Oh, and foreach() does not return an array. Maybe try another array function?

1 Like

Hi,

Thank you for looking at this.
You are right I keep placing the array in front of foreach and javascript is the language I know best. The issue however is not that I’m failing the tests but that I’m passing them even with this crappy code. I changed it (I would have looked over that a million times and still not have seen it) but I’m still passing 15 tests and failing one. This is the case in both ‘Tournament’ and ‘Simple Cypher’. And I cannot print anything. Echo, var_dump… nothing comes out anymore so I try to find ways of breaking the tests because I can see printed values when the tests fail. It’s so weird.

Thanks for the remark on foreach, another item learned.

Greets,
Karin

@mientje The other issues are not forgotten nor overlooked, but it is necessary to fix problems one at a time. Given all syntax errors are now fixed, let’s look at the next issue(s).

No output from echo, print and so on

When there is a syntax error in your code, nothing will be executed and output is not produced by the program. So, whenever you have syntax errors, fix these first.

When the program is executed, but your function is not, then no output is produced, too. In the code given above your asciiKey() is not called. Not in __construct() nor encode() nor decode().

It did not work when adding $this->asciiKey(); to one of those functions (as you did 7 days ago), because it contained the syntax error and so adding it still did not execute anything.

So now, when you fixed all syntax errors and added your function to one of those being called during tests, do you still have no output? Even if you add a plain echo "test"; as the first instruction of your function?

Passing most tests without doing anything

I see that with any code having syntax errors. The “Results” tab then shows one syntax error (as this is all that happens when there are syntax errors) and assumes that anything else went well. Which means, all but one test passed. Again, fixing that syntax error helps.

@iHiD Is there something we can do about such situations? The tests are not actually executed, and there is only one failure. So all tests should be seen as failed. Is that handled in the test runner image or on the website?

1 Like

Hi,

I’m outputting stuff now. Thank you, for taking the time and especially for taking me seriously. It’s all so obvious once a person has seen it. I had this hopeless lost feeling and just gave up.
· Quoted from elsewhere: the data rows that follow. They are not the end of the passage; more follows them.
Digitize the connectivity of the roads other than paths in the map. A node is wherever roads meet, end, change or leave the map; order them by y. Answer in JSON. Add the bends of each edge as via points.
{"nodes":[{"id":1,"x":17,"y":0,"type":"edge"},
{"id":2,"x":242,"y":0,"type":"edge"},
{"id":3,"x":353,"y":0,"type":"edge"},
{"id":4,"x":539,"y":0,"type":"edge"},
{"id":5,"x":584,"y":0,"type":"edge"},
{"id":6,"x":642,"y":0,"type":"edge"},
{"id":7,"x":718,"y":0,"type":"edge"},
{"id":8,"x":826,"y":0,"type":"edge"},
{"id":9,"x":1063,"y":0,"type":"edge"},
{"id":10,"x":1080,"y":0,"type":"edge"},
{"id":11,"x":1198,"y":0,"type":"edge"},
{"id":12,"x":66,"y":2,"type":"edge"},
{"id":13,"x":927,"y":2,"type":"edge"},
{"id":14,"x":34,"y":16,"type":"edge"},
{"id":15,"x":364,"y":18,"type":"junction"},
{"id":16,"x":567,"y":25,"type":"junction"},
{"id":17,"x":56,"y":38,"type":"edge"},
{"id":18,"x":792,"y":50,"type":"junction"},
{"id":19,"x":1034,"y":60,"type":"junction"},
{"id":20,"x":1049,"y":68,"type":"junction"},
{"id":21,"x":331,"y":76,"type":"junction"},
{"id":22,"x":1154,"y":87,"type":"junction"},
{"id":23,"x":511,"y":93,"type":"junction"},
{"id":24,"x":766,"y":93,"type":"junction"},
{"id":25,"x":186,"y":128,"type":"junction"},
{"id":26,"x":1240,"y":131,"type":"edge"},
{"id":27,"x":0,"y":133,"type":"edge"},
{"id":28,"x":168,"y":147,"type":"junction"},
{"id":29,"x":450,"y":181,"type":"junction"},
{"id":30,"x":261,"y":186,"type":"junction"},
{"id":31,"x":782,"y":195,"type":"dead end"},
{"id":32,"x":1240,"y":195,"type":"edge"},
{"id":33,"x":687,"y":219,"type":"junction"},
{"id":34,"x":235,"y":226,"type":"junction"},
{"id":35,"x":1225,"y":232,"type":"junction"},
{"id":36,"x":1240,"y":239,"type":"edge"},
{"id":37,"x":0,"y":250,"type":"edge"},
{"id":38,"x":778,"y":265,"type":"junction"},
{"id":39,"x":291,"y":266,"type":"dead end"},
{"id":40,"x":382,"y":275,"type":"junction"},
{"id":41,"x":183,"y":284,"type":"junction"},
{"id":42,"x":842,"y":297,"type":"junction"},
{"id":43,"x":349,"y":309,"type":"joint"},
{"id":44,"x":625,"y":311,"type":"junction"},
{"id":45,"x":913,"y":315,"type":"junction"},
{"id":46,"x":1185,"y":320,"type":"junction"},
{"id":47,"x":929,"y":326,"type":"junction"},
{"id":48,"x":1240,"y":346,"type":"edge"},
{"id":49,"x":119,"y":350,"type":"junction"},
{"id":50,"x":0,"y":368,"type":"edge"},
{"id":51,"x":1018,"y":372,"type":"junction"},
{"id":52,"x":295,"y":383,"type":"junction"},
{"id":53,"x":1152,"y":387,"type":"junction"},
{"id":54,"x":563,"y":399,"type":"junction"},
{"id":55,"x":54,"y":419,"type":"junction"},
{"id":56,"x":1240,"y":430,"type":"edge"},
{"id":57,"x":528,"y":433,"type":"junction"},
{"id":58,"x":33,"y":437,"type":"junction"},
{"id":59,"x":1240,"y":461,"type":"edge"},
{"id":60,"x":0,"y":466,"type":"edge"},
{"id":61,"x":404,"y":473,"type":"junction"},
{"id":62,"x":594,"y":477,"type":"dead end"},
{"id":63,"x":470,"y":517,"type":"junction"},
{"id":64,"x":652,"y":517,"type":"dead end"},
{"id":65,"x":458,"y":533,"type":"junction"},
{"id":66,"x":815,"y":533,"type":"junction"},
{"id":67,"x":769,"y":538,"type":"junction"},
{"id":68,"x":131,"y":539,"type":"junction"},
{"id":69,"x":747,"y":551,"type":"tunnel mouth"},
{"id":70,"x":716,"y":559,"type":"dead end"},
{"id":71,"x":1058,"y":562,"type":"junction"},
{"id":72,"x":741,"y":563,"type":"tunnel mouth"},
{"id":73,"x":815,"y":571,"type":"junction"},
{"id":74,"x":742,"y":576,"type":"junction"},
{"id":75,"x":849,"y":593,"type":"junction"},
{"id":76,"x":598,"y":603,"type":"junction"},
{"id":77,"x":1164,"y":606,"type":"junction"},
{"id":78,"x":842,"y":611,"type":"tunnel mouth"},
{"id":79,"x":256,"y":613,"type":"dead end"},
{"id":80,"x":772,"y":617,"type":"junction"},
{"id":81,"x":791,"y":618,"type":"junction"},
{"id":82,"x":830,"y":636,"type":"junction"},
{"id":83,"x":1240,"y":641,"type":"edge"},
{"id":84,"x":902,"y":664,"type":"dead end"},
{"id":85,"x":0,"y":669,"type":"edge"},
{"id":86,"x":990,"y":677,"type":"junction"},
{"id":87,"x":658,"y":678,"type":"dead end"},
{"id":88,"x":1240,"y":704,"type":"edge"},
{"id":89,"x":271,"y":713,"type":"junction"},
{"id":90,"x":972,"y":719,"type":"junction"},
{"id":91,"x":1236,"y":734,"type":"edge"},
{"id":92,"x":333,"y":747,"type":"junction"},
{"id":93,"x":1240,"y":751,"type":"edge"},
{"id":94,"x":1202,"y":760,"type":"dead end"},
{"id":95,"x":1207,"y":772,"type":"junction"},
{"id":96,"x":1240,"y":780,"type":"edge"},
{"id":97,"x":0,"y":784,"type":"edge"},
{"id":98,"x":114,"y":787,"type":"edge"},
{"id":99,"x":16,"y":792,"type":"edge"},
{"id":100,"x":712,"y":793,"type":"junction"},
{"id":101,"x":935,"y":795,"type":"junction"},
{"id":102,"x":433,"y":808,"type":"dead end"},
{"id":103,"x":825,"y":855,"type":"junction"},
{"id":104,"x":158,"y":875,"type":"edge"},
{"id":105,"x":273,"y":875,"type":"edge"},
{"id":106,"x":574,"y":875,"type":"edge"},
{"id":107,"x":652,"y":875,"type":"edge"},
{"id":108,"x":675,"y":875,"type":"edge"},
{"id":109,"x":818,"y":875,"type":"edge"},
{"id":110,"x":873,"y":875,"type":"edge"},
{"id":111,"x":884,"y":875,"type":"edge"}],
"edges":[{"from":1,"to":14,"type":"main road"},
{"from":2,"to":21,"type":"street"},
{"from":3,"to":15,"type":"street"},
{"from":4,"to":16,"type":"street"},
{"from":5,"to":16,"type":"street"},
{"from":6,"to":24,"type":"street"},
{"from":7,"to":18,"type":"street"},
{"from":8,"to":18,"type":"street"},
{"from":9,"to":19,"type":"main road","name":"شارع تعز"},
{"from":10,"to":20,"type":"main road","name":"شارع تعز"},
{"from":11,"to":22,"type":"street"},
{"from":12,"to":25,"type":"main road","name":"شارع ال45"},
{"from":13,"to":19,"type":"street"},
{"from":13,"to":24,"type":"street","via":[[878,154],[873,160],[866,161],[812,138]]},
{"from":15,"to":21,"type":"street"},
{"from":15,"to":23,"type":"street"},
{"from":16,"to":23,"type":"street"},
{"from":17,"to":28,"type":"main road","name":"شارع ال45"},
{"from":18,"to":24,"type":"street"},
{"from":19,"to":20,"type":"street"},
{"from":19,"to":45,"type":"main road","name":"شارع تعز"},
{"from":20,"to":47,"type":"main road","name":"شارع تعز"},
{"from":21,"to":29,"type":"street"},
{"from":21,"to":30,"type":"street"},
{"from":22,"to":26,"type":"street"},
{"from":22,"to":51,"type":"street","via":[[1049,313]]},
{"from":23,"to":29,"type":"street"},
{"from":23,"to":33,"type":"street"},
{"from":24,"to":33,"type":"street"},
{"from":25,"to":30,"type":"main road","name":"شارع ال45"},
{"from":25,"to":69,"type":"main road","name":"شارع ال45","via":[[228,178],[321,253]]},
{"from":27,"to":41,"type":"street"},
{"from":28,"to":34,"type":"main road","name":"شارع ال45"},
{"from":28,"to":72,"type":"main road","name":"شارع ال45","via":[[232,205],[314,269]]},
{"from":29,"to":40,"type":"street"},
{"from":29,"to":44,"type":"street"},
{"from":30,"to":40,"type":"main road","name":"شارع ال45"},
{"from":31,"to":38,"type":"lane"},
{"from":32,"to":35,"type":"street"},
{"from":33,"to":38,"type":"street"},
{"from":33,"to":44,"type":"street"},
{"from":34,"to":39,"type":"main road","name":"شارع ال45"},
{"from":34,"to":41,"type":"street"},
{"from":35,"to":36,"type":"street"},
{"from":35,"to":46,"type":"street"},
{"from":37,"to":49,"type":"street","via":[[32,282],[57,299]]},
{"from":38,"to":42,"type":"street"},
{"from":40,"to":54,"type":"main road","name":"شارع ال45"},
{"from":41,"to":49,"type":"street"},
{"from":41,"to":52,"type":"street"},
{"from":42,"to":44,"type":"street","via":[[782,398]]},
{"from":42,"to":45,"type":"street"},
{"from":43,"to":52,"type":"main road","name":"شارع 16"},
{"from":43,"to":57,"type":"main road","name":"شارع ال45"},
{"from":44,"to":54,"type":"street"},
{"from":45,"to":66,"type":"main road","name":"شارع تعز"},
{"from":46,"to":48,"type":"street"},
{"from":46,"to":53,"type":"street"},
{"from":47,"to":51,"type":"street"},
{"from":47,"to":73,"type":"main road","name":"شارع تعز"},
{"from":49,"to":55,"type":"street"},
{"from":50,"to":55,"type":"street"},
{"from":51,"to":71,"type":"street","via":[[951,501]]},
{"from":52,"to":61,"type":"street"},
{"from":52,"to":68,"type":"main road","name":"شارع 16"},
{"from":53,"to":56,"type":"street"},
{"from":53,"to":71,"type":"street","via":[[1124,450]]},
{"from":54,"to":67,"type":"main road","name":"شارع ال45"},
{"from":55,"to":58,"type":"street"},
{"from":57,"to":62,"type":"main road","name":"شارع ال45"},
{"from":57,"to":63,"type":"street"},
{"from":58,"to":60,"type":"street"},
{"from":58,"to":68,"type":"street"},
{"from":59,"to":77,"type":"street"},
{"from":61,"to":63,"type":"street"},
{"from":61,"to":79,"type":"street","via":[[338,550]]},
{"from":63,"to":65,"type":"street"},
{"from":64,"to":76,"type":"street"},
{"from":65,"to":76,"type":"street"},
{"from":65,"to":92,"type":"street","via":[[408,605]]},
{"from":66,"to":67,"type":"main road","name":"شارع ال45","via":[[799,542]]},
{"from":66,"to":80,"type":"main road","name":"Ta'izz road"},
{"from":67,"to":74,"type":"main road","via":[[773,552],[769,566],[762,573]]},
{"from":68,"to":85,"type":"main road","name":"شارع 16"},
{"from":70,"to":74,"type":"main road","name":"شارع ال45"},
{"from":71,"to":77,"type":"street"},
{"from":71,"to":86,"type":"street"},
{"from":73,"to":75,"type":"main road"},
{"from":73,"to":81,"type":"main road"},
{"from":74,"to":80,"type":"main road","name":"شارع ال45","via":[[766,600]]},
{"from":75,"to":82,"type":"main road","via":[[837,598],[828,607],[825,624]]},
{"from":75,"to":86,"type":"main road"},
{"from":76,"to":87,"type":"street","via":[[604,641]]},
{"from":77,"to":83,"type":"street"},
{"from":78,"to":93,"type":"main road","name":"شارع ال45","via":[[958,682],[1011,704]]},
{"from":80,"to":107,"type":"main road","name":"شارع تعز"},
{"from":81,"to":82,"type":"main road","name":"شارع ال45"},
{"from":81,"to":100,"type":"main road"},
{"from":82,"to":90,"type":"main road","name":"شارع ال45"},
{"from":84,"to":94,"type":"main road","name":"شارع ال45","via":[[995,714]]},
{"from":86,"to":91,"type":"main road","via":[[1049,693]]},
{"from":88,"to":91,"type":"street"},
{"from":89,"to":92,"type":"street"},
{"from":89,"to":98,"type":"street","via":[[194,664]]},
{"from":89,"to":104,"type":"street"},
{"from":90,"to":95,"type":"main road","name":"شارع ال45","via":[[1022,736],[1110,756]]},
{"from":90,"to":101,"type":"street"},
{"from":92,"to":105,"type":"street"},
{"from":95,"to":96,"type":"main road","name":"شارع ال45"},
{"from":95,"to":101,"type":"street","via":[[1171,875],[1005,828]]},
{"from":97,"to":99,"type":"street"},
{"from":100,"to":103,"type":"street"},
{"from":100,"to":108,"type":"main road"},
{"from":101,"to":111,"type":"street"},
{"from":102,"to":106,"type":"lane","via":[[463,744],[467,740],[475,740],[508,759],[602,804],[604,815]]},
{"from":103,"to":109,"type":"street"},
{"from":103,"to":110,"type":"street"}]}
I’m going to work on it some more this evening. I will enjoy solving it. You have solved part of the problem but not all so I’m not checking it yet but I can get on with it again.

Greets,
Karin

If the common observation is that when there is a syntax error and all the tests pass except one, then it is probably not tabulating the errors correctly when there is a compilation error.

One thing to rule in or out would be: if you fix the parse error, does it still report the test outcomes as passed? Or does it appropriately mark them as failed?

1 Like

Confirmed, when there is a compilation syntax error, the test runner is returning fail rather than error as it should. This then shows the individual test results, when the status is error the website hides them all:

Have the start of a patch here: patch: handle submitted complilation error by neenjaw · Pull Request #97 · exercism/php-test-runner · GitHub will signal here when it is merged.

1 Like

Thanks Tim!

A new approach on solving the syntax error problem: Solve syntax error reporting and other minor improvements by mk-mxp · Pull Request #101 · exercism/php-test-runner · GitHub

Hi,

Thank you for all the work. I don’t understand what you’ve written but I have the impression everything works a lot better. I am now passing most tests, still have a problem with invalidArgumentException that I’m supposed to implement. I do throw the error and I’ve got try catch syntax in place but I keep getting Failed asserting that exception of type "InvalidArgumentException" is thrown. Anyway, I’ll mark this as solved an if the problem persists create a new topic.

Thanks again and greets,
Karin

You are not expected to catch the exceptions yourself. Remove the try-catch and let the exceptions reach the tests.